*** Records Section Begins ***

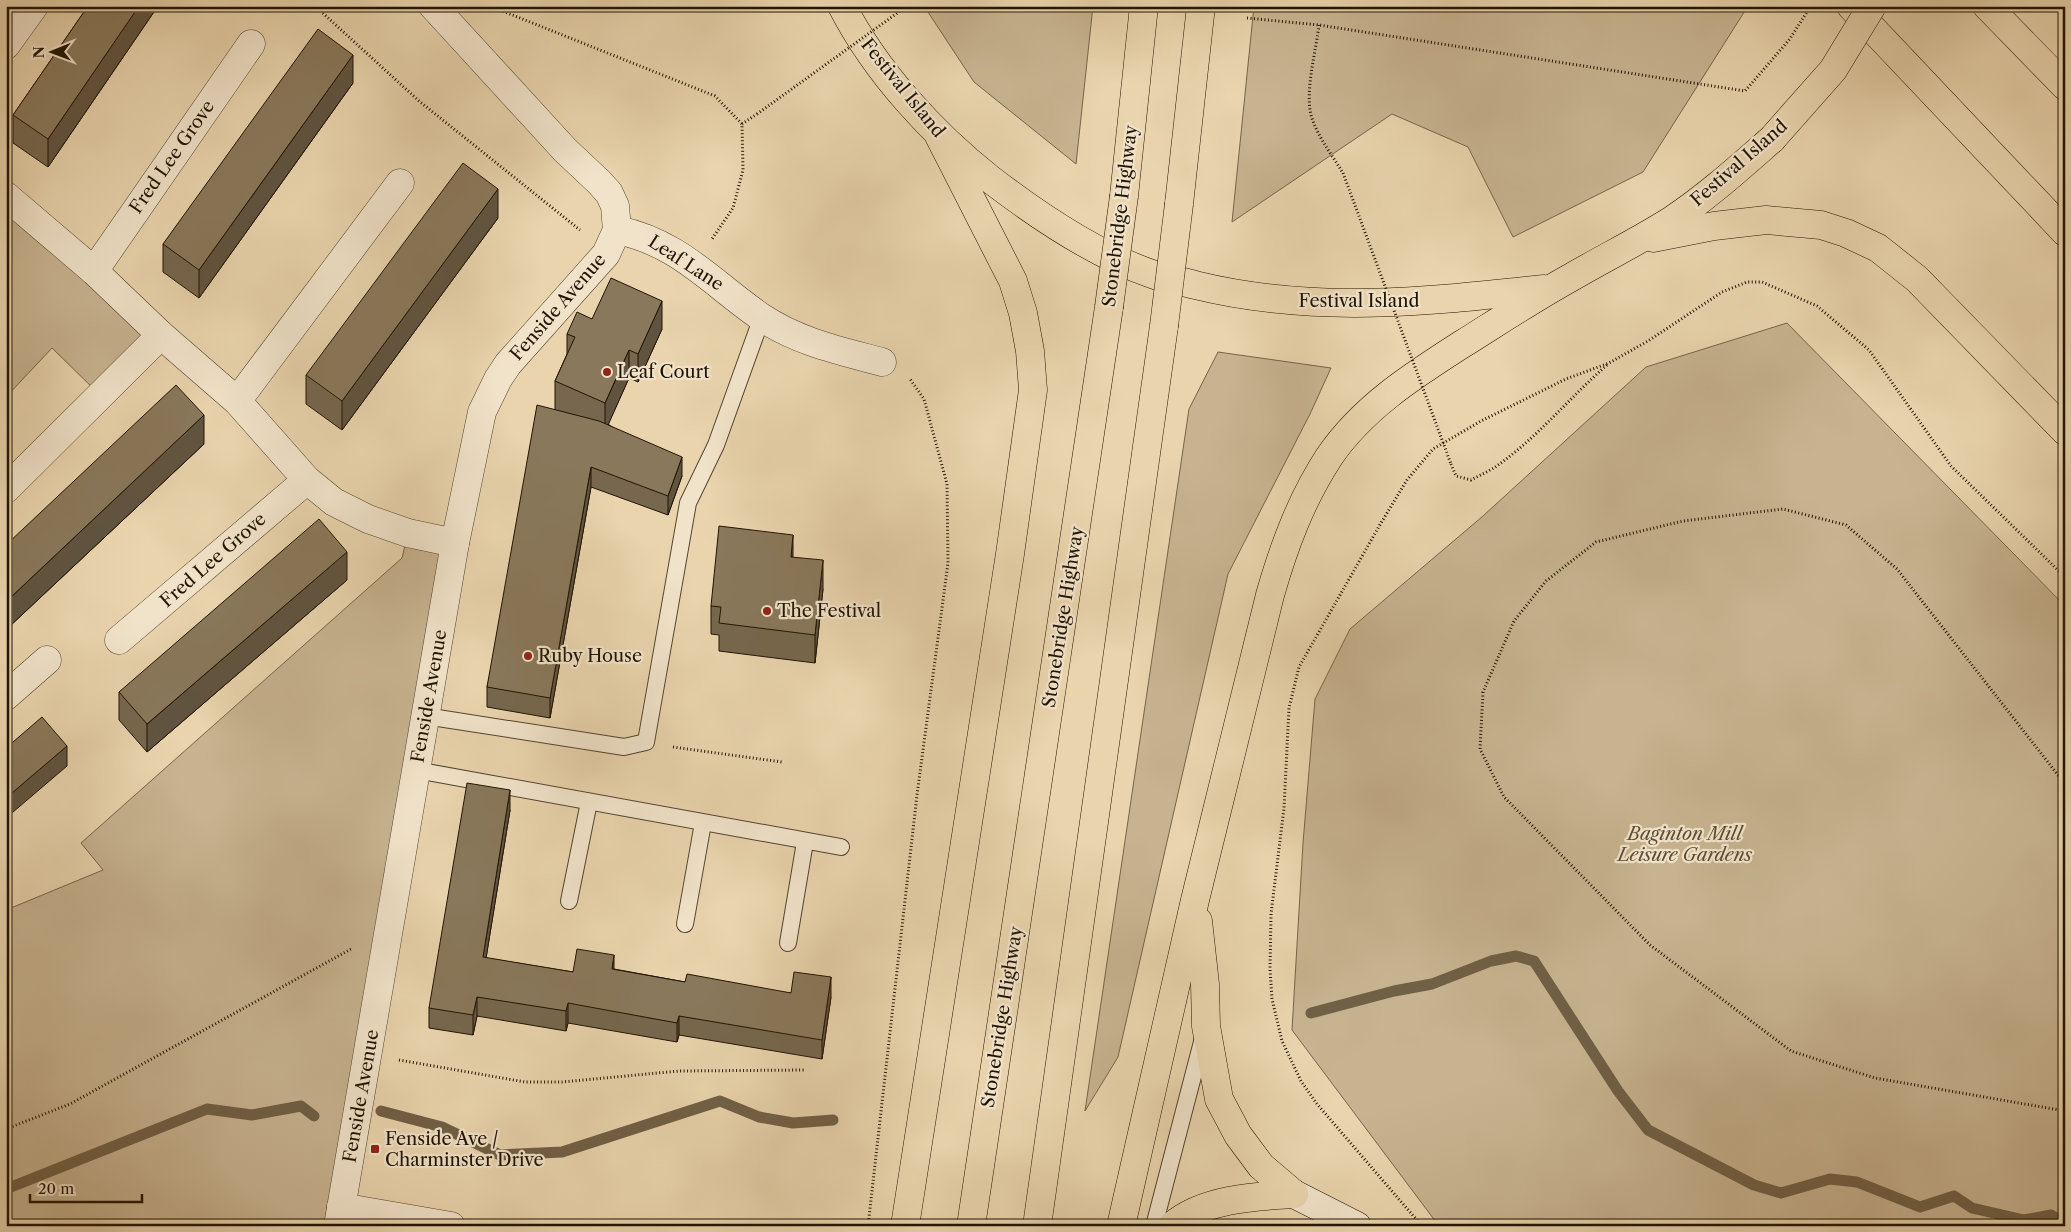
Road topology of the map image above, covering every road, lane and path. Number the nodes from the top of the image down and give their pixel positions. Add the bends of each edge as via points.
1 (34, 6) edge
2 (315, 6) edge
3 (434, 6) edge
4 (490, 6) edge
5 (907, 6) edge
6 (1144, 6) edge
7 (1201, 6) edge
8 (1812, 6) edge
9 (1851, 6) edge
10 (1872, 6) edge
11 (1987, 6) edge
12 (843, 9) edge
13 (1247, 18) dead end
14 (1319, 25) junction
15 (251, 44) dead end
16 (6, 45) edge
17 (2065, 86) edge
18 (742, 124) junction
19 (939, 136) junction
20 (400, 183) dead end
21 (6, 196) edge
22 (617, 230) junction
23 (2065, 232) edge
24 (1632, 242) junction
25 (694, 265) junction
26 (94, 271) junction
27 (1551, 289) junction
28 (762, 317) junction
29 (161, 335) junction
30 (882, 362) joint
31 (1609, 363) junction
32 (237, 401) junction
33 (2065, 431) edge
34 (306, 480) junction
35 (6, 489) edge
36 (454, 542) junction
37 (2065, 577) edge
38 (120, 640) dead end
39 (47, 660) dead end
40 (6, 696) edge
41 (425, 716) junction
42 (646, 742) junction
43 (782, 762) dead end
44 (416, 770) junction
45 (2065, 784) edge
46 (589, 802) junction
47 (703, 823) junction
48 (805, 842) junction
49 (841, 847) dead end
50 (1196, 900) junction
51 (569, 901) dead end
52 (685, 924) dead end
53 (390, 927) junction
54 (788, 943) dead end
55 (1206, 1026) junction
56 (368, 1054) junction
57 (806, 1070) dead end
58 (2065, 1111) edge
59 (6, 1129) edge
60 (1294, 1194) junction
61 (339, 1217) edge
62 (451, 1226) edge
63 (868, 1226) edge
64 (905, 1226) edge
65 (971, 1226) edge
66 (1037, 1226) edge
67 (1121, 1226) edge
68 (1154, 1226) edge
69 (1172, 1226) edge
70 (1357, 1226) edge
71 (1422, 1226) edge

1 - 16 street
2 - 22 path via 420,101 581,231
3 - 22 street via 609,194 615,206
4 - 18 path via 715,96
5 - 18 path, bridge
6 - 65 highway, Stonebridge Highway, bridge via 1109,307
7 - 66 highway, bridge via 1164,326
8 - 14 path via 1767,68 1745,91
9 - 23 highway
10 - 24 highway, Festival Island, bridge via 1833,70 1772,138 1705,196 1672,220
11 - 17 highway
12 - 19 highway, Festival Island via 888,74
13 - 14 path
14 - 31 path, bridge via 1311,86 1311,114 1343,173 1456,476 1471,480 1498,465
15 - 26 street, Fred Lee Grove
18 - 25 path via 743,170 733,208
19 - 27 highway, Festival Island via 1011,194 1061,227 1113,257 1152,274 1246,296 1340,304 1450,300
19 - 64 highway via 1013,280 1023,313 1033,390
20 - 32 street
21 - 26 street
22 - 25 street, Leaf Lane via 660,242
22 - 36 street, Fenside Avenue via 606,254 520,349 489,395 477,430
24 - 27 highway, Festival Island
24 - 33 highway via 1714,226 1766,220 1821,225 1846,233 1878,248 1917,279
25 - 28 street, Leaf Lane
26 - 29 street
27 - 50 highway via 1408,379 1376,404 1330,456 1304,499 1283,548
28 - 30 street, Leaf Lane via 789,333 828,348
28 - 42 lane via 716,445 688,503
29 - 32 street
29 - 35 street
30 - 63 path via 912,380 924,399 947,484 948,563 917,795
31 - 37 path via 1648,342 1722,292 1748,282 1762,282 1781,288 1817,306 1869,350 1951,466
31 - 71 path via 1558,383 1481,421 1434,449 1407,480 1328,614 1299,667 1289,708 1284,808 1271,914 1272,999 1282,1041 1301,1081 1317,1104
32 - 34 street
34 - 36 street via 334,502 368,519 408,533
34 - 38 street, Fred Lee Grove
36 - 41 street, Fenside Avenue
39 - 40 street
41 - 42 lane via 624,747
41 - 44 street, Fenside Avenue
42 - 43 path
44 - 46 lane
44 - 53 street, Fenside Avenue
45 - 58 path via 1897,569 1846,525 1783,509 1683,521 1596,542 1546,581 1514,621 1483,692 1480,749 1504,797 1650,945 1791,1051 1875,1078
46 - 47 lane
46 - 51 lane
47 - 48 lane
47 - 52 lane
48 - 49 lane
48 - 54 lane
50 - 55 highway
50 - 67 highway
53 - 56 street, Fenside Avenue
53 - 59 path via 70,1104
55 - 60 highway via 1219,1099 1238,1135 1261,1166
55 - 68 lane
56 - 57 path via 525,1082 562,1082 679,1071
56 - 61 street, Fenside Avenue
60 - 69 highway via 1250,1196 1206,1207
60 - 70 street
61 - 62 street, Fenside Avenue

*** Records Section Ends ***

Report each line of the material above where the word "Grove" appears.

▸ **Result**:
15 - 26 street, Fred Lee Grove
34 - 38 street, Fred Lee Grove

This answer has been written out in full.